WHAT THE TASK REQUIRES: Below is a block of entries; repeat all of it exactly but omit the pictures.

Segment Start: DATA RECORDS

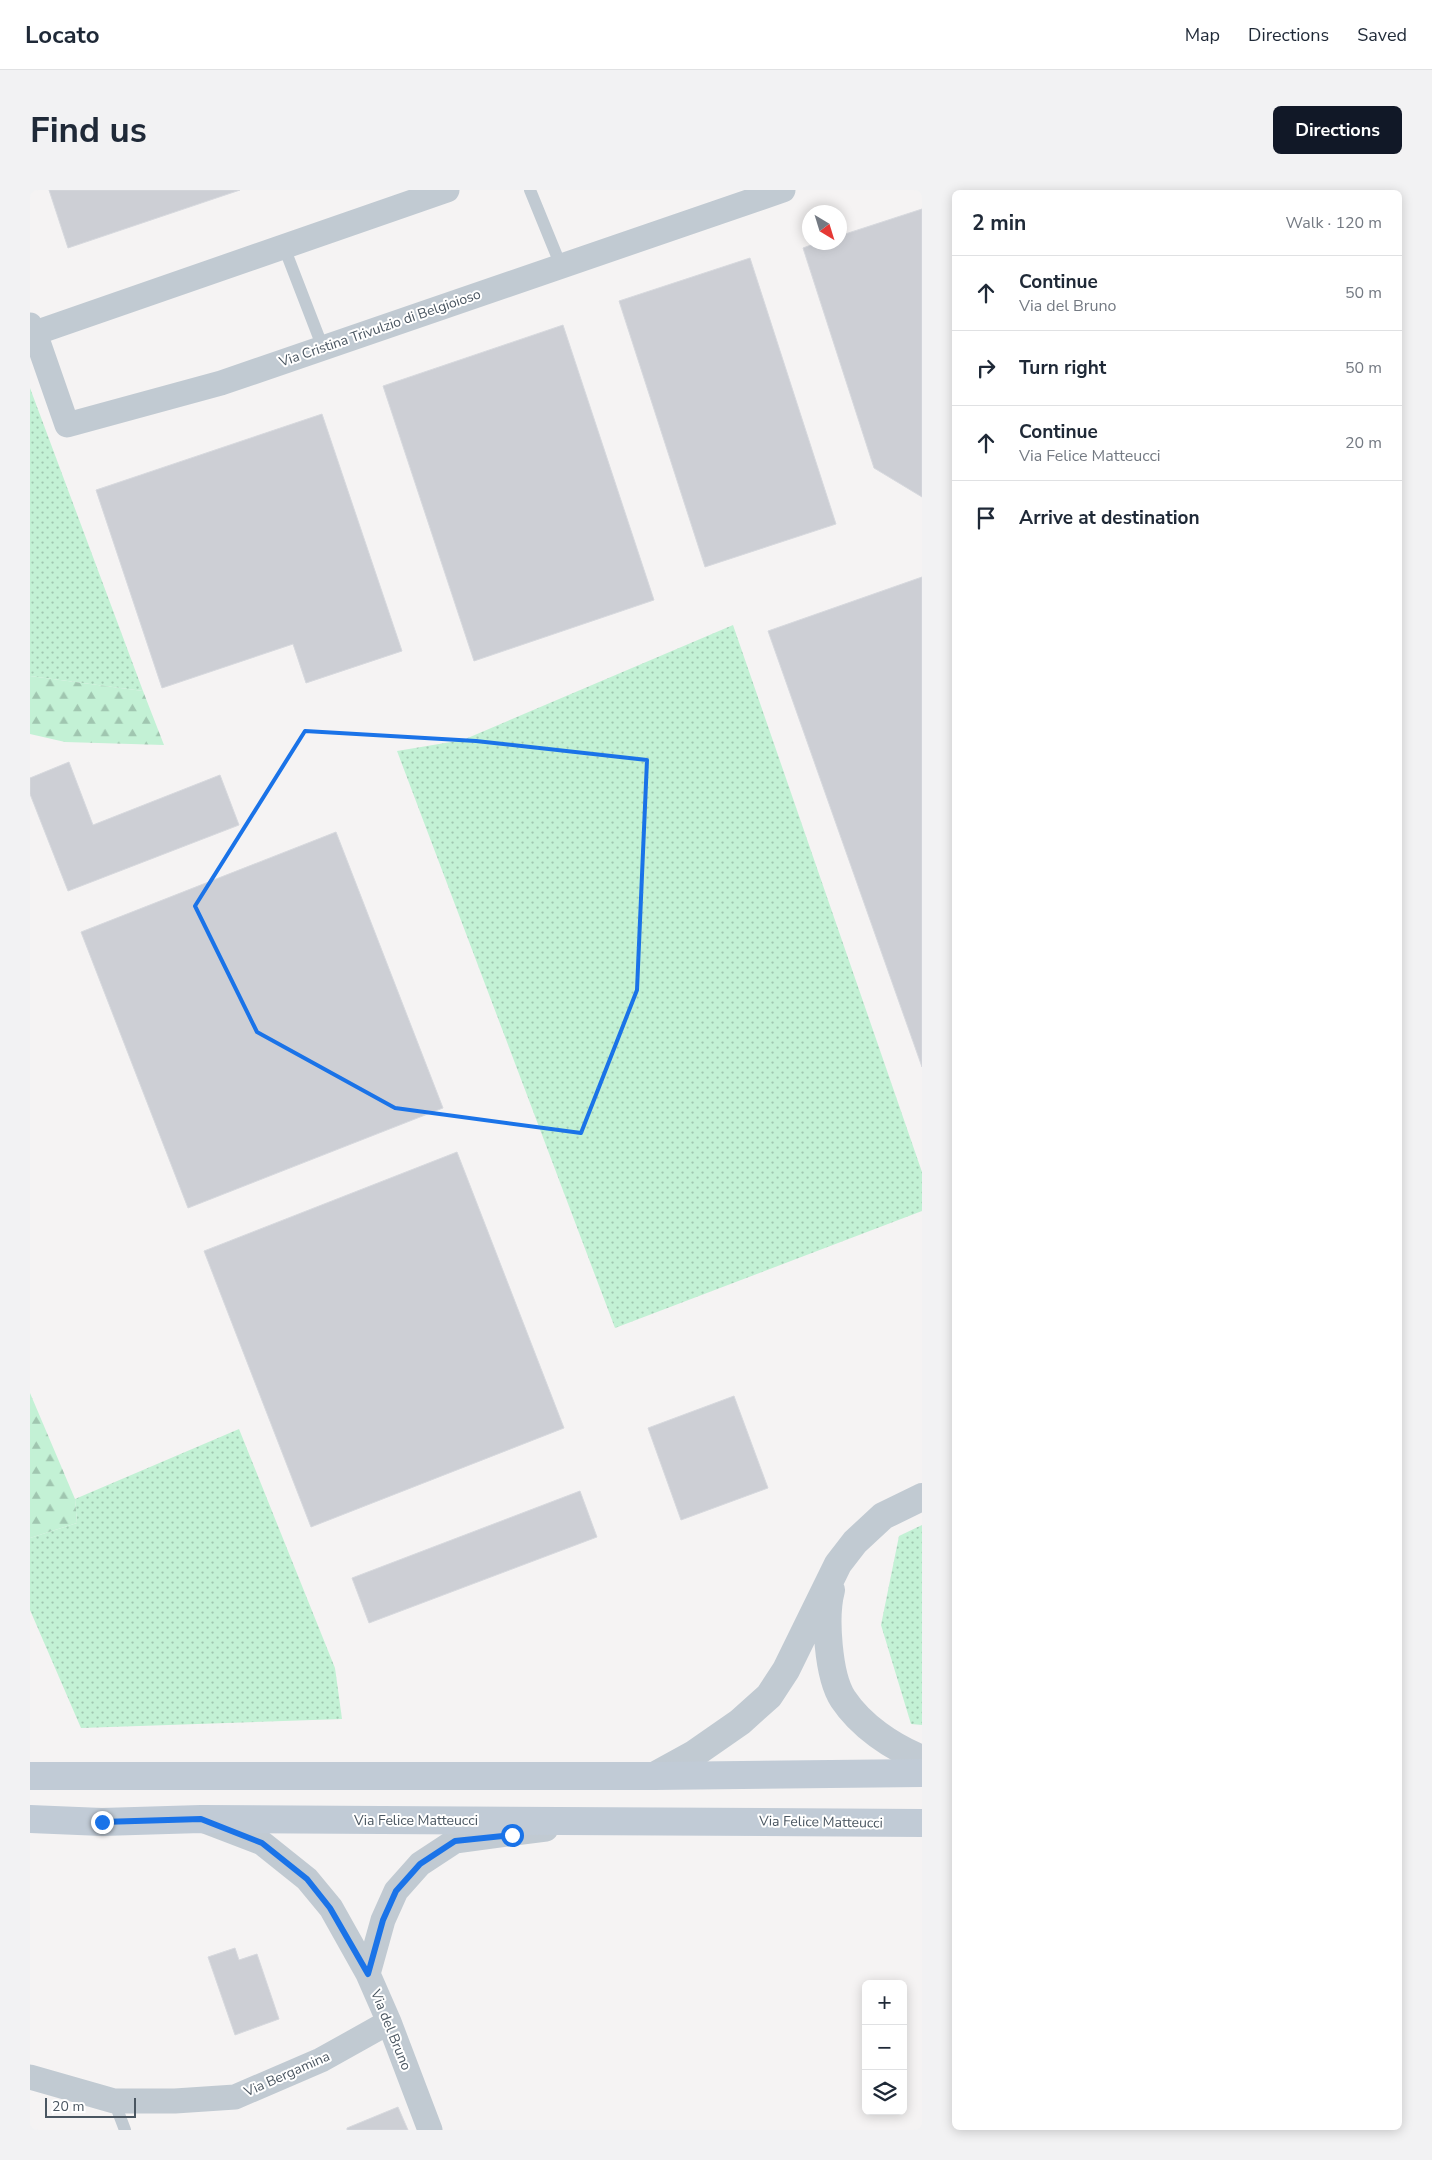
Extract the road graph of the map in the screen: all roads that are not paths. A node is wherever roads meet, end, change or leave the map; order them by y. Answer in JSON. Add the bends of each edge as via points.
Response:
{"nodes":[{"id":1,"x":447,"y":190,"type":"edge"},
{"id":2,"x":530,"y":190,"type":"edge"},
{"id":3,"x":783,"y":190,"type":"edge"},
{"id":4,"x":284,"y":247,"type":"junction"},
{"id":5,"x":561,"y":266,"type":"junction"},
{"id":6,"x":33,"y":329,"type":"edge"},
{"id":7,"x":323,"y":348,"type":"junction"},
{"id":8,"x":922,"y":1497,"type":"edge"},
{"id":9,"x":838,"y":1564,"type":"junction"},
{"id":10,"x":922,"y":1759,"type":"edge"},
{"id":11,"x":922,"y":1773,"type":"edge"},
{"id":12,"x":30,"y":1776,"type":"edge"},
{"id":13,"x":654,"y":1776,"type":"junction"},
{"id":14,"x":30,"y":1819,"type":"edge"},
{"id":15,"x":201,"y":1819,"type":"junction"},
{"id":16,"x":606,"y":1820,"type":"junction"},
{"id":17,"x":922,"y":1823,"type":"edge"},
{"id":18,"x":368,"y":1974,"type":"junction"},
{"id":19,"x":389,"y":2022,"type":"junction"},
{"id":20,"x":30,"y":2076,"type":"edge"},
{"id":21,"x":114,"y":2101,"type":"junction"},
{"id":22,"x":125,"y":2130,"type":"edge"},
{"id":23,"x":430,"y":2130,"type":"edge"}],
"edges":[{"from":1,"to":4,"type":"street","name":"Via Cristina Trivulzio di Belgioioso"},
{"from":2,"to":5,"type":"lane"},
{"from":3,"to":5,"type":"street","name":"Via Cristina Trivulzio di Belgioioso"},
{"from":4,"to":6,"type":"street","name":"Via Cristina Trivulzio di Belgioioso"},
{"from":4,"to":7,"type":"lane"},
{"from":5,"to":7,"type":"street","name":"Via Cristina Trivulzio di Belgioioso"},
{"from":6,"to":7,"type":"street","name":"Via Cristina Trivulzio di Belgioioso","via":[[67,425],[221,383]]},
{"from":8,"to":9,"type":"street","via":[[883,1516],[855,1542]]},
{"from":9,"to":10,"type":"street","via":[[827,1604],[829,1656],[842,1698],[873,1732]]},
{"from":9,"to":13,"type":"street","via":[[786,1670],[769,1696],[740,1722],[694,1754]]},
{"from":11,"to":13,"type":"main road"},
{"from":12,"to":13,"type":"main road"},
{"from":14,"to":15,"type":"main road","name":"Via Felice Matteucci","via":[[102,1822]]},
{"from":15,"to":16,"type":"main road","name":"Via Felice Matteucci"},
{"from":15,"to":18,"type":"street","via":[[262,1843],[307,1879],[330,1908]]},
{"from":16,"to":17,"type":"main road","name":"Via Felice Matteucci"},
{"from":16,"to":18,"type":"street","name":"Via del Bruno","via":[[455,1841],[420,1864],[396,1891],[383,1920]]},
{"from":18,"to":19,"type":"street","name":"Via del Bruno"},
{"from":19,"to":21,"type":"street","name":"Via Bergamina","via":[[321,2060],[235,2097]]},
{"from":19,"to":23,"type":"street","name":"Via del Bruno"},
{"from":20,"to":21,"type":"street","name":"Via Bergamina"},
{"from":21,"to":22,"type":"lane"}]}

Segment End: DATA RECORDS

FINISHED EXERCISE:
Extract the road graph of the map in the screen: all roads that are not paths. A node is wherever roads meet, end, change or leave the map; order them by y. Answer in JSON. Add the bends of each edge as via points.
Response:
{"nodes":[{"id":1,"x":447,"y":190,"type":"edge"},
{"id":2,"x":530,"y":190,"type":"edge"},
{"id":3,"x":783,"y":190,"type":"edge"},
{"id":4,"x":284,"y":247,"type":"junction"},
{"id":5,"x":561,"y":266,"type":"junction"},
{"id":6,"x":33,"y":329,"type":"edge"},
{"id":7,"x":323,"y":348,"type":"junction"},
{"id":8,"x":922,"y":1497,"type":"edge"},
{"id":9,"x":838,"y":1564,"type":"junction"},
{"id":10,"x":922,"y":1759,"type":"edge"},
{"id":11,"x":922,"y":1773,"type":"edge"},
{"id":12,"x":30,"y":1776,"type":"edge"},
{"id":13,"x":654,"y":1776,"type":"junction"},
{"id":14,"x":30,"y":1819,"type":"edge"},
{"id":15,"x":201,"y":1819,"type":"junction"},
{"id":16,"x":606,"y":1820,"type":"junction"},
{"id":17,"x":922,"y":1823,"type":"edge"},
{"id":18,"x":368,"y":1974,"type":"junction"},
{"id":19,"x":389,"y":2022,"type":"junction"},
{"id":20,"x":30,"y":2076,"type":"edge"},
{"id":21,"x":114,"y":2101,"type":"junction"},
{"id":22,"x":125,"y":2130,"type":"edge"},
{"id":23,"x":430,"y":2130,"type":"edge"}],
"edges":[{"from":1,"to":4,"type":"street","name":"Via Cristina Trivulzio di Belgioioso"},
{"from":2,"to":5,"type":"lane"},
{"from":3,"to":5,"type":"street","name":"Via Cristina Trivulzio di Belgioioso"},
{"from":4,"to":6,"type":"street","name":"Via Cristina Trivulzio di Belgioioso"},
{"from":4,"to":7,"type":"lane"},
{"from":5,"to":7,"type":"street","name":"Via Cristina Trivulzio di Belgioioso"},
{"from":6,"to":7,"type":"street","name":"Via Cristina Trivulzio di Belgioioso","via":[[67,425],[221,383]]},
{"from":8,"to":9,"type":"street","via":[[883,1516],[855,1542]]},
{"from":9,"to":10,"type":"street","via":[[827,1604],[829,1656],[842,1698],[873,1732]]},
{"from":9,"to":13,"type":"street","via":[[786,1670],[769,1696],[740,1722],[694,1754]]},
{"from":11,"to":13,"type":"main road"},
{"from":12,"to":13,"type":"main road"},
{"from":14,"to":15,"type":"main road","name":"Via Felice Matteucci","via":[[102,1822]]},
{"from":15,"to":16,"type":"main road","name":"Via Felice Matteucci"},
{"from":15,"to":18,"type":"street","via":[[262,1843],[307,1879],[330,1908]]},
{"from":16,"to":17,"type":"main road","name":"Via Felice Matteucci"},
{"from":16,"to":18,"type":"street","name":"Via del Bruno","via":[[455,1841],[420,1864],[396,1891],[383,1920]]},
{"from":18,"to":19,"type":"street","name":"Via del Bruno"},
{"from":19,"to":21,"type":"street","name":"Via Bergamina","via":[[321,2060],[235,2097]]},
{"from":19,"to":23,"type":"street","name":"Via del Bruno"},
{"from":20,"to":21,"type":"street","name":"Via Bergamina"},
{"from":21,"to":22,"type":"lane"}]}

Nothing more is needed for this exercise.